S'adressant au nom du comité d'études du CPL, Hanna el-Hajj a évoqué le document d'entente signé entre le Hezbollah et le CPL, affirmant que cet accord a « constitué un phénomène national par excellence et un trait d'union entre deux cultures contradictoires, la culture de la belligérance face à la culture de la paix, du dialogue, de l'ouverture et de l'acceptation de l'autre ».
« Pourquoi les leaders politiques appellent-ils à la laïcité tout en entraînant les religieux dans la sphère politique ? Pourquoi ces derniers sont-ils tant attirés par le politique ? » s'est interrogé à son tour le vice-Premier ministre, Issam Abou Jamra. Et de répondre : « En réalité, c'est lorsque les hommes politiques s'affaiblissent que les religieux reprennent du poil de la bête à tel point que les responsables des institutions sont dorénavant des représentants de leurs communautés. »

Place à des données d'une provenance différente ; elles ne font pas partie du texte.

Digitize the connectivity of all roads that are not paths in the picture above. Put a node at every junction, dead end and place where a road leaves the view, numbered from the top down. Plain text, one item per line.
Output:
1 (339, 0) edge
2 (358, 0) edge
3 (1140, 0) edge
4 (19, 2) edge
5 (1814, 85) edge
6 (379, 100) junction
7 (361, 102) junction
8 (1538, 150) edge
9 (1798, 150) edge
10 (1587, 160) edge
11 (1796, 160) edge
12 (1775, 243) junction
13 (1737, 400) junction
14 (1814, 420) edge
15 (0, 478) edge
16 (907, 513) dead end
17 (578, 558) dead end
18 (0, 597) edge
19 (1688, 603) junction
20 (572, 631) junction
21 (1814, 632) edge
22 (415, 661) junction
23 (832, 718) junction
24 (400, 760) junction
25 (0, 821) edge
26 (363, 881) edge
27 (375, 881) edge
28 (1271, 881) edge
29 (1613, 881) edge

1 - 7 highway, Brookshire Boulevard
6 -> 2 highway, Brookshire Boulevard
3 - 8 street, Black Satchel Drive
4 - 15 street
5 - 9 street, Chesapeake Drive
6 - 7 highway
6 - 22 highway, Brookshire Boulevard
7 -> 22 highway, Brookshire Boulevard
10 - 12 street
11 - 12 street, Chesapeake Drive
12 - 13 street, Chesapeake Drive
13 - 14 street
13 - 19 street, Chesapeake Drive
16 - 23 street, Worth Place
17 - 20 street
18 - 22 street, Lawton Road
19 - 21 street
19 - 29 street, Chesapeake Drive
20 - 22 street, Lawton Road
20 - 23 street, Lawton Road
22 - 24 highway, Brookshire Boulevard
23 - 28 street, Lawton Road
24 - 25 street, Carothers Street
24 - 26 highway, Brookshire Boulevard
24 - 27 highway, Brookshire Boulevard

Le ministre de l'Intérieur, Ziyad Baroud, a défini pour sa part l'emploi du terme « État civique », estimant que cette terminologie pourrait constituer une issue par rapport au concept de l'État laïc qui, au Liban, pourrait avoir un écho et des interprétations qui ne seraient pas acceptés du fait de nos prédispositions culturelles.
Le membre du comité exécutif du Hezbollah, Ghaleb Abou Zaynab, a pris à son tour la parole pour insister sur le fait que l'accord d'entente entre le parti chiite et le CPL est une opération efficace pour la construction de l'État.

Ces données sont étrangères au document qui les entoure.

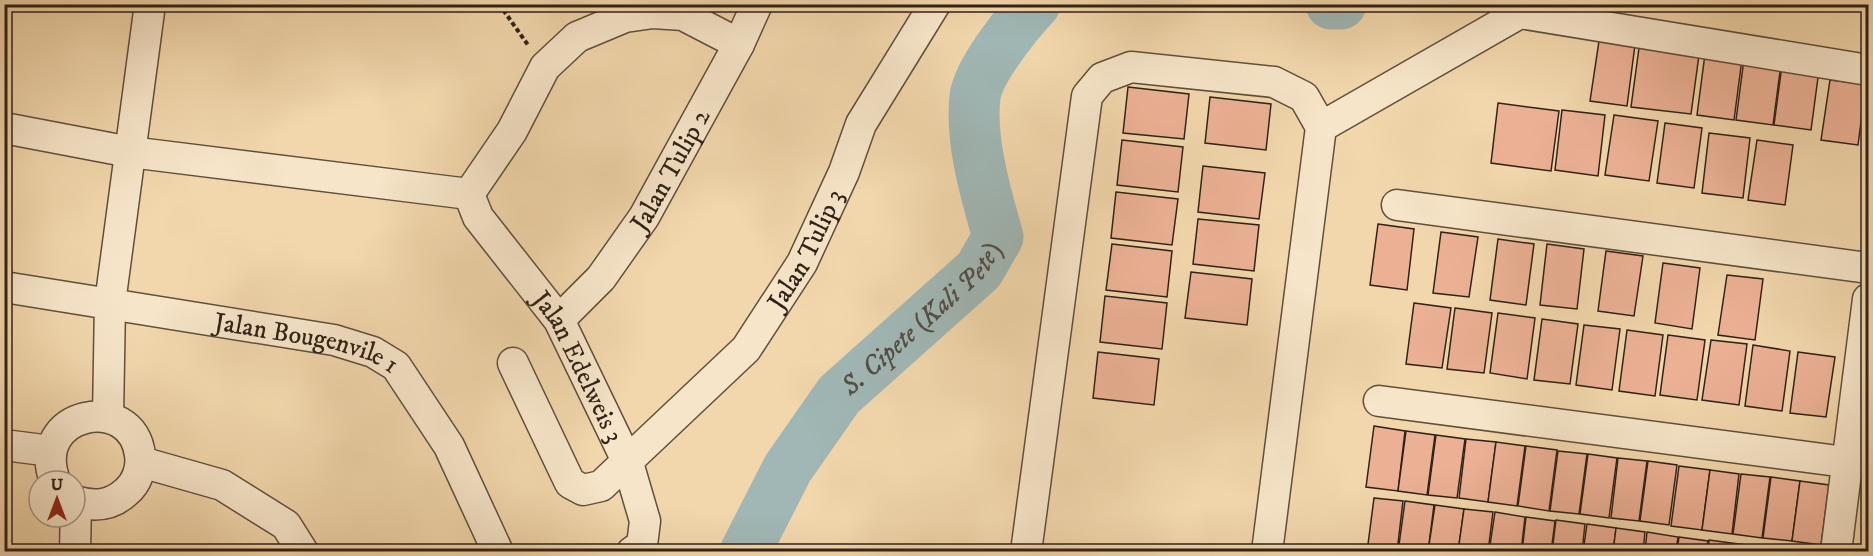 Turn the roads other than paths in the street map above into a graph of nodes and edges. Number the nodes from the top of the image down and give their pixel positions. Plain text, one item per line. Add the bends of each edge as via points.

« Malgré sa prétention à une République islamique sous le plafond du Liban, le Hezbollah doit accepter l'autre en optant pour un choix réaliste que détermine l'essence même de l'homme », a-t-il dit avant de conclure sur la nécessité de poursuivre l'application de Taëf pour ce qui est de l'État civil en adaptant ses résultats à la lumière de la réalité politique et des développements sociaux.